TASK STATEMENT | For the word "curves", find each line in the entries where it occurs and copy that line.

BEGIN GIVEN DATA

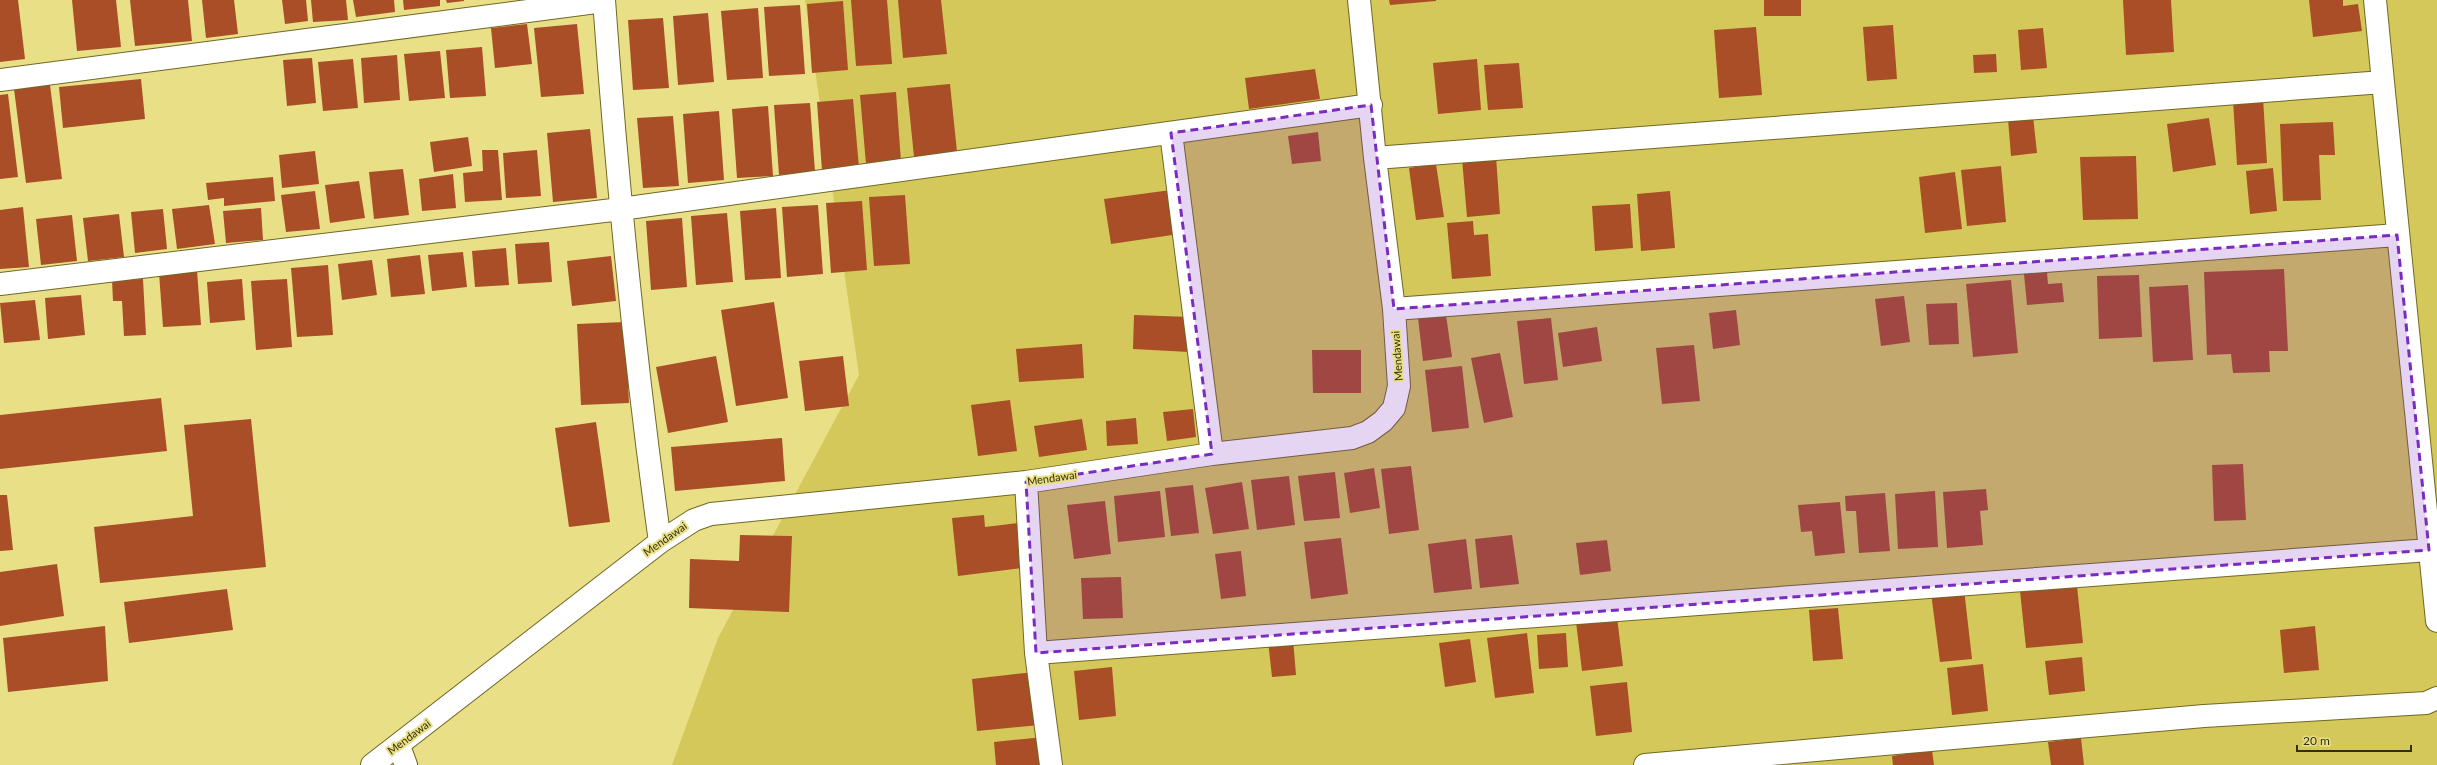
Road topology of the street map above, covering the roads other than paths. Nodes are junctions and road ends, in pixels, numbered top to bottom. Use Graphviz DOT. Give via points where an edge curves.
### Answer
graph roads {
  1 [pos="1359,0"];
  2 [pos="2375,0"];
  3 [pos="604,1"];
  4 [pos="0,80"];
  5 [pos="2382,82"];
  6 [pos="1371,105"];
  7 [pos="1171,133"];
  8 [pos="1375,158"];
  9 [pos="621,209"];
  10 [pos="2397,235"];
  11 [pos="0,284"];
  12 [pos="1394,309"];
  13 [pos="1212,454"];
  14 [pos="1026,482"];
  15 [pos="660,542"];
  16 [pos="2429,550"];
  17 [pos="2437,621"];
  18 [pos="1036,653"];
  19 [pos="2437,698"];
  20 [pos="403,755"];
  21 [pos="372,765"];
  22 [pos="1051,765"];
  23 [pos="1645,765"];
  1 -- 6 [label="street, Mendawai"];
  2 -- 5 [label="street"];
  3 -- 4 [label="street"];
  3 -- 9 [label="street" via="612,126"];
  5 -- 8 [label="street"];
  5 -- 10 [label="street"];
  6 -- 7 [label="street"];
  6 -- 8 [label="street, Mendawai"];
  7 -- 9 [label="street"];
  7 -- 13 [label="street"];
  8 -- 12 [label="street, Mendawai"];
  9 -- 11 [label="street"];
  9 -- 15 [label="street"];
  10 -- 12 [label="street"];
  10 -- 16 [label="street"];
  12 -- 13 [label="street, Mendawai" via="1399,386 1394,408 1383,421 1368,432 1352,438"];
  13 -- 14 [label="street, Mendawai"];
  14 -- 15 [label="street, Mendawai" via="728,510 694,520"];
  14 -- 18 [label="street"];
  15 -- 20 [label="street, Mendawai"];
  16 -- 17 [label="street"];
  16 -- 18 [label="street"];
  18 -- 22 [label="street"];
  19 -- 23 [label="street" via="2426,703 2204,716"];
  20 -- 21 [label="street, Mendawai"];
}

END GIVEN DATA
BEGIN GIVEN DATA

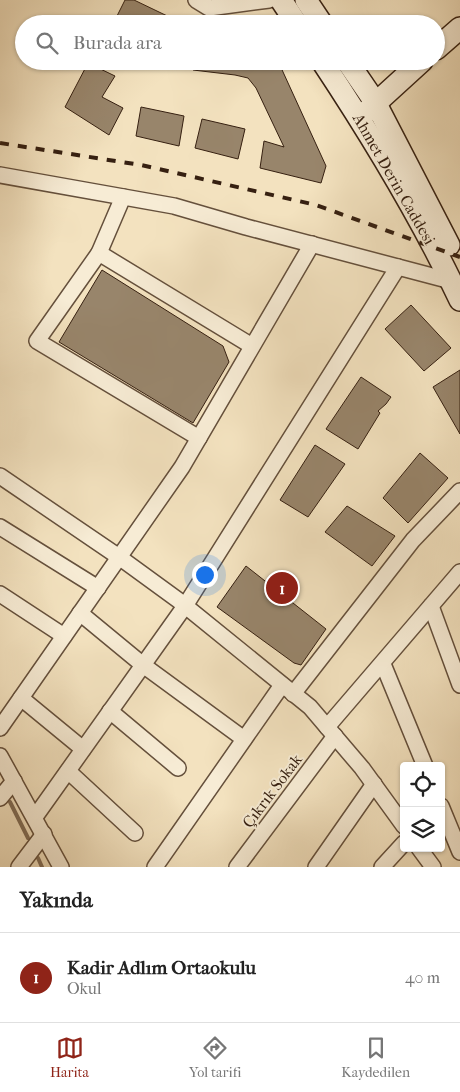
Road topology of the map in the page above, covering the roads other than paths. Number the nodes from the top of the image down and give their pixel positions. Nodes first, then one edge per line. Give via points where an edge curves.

END GIVEN DATA

RESULT OF THIS TASK |
Road topology of the street map above, covering the roads other than paths. Nodes are junctions and road ends, in pixels, numbered top to bottom. Use Graphviz DOT. Give via points where an edge curves.
Road topology of the map in the page above, covering the roads other than paths. Number the nodes from the top of the image down and give their pixel positions. Nodes first, then one edge per line. Give via points where an edge curves.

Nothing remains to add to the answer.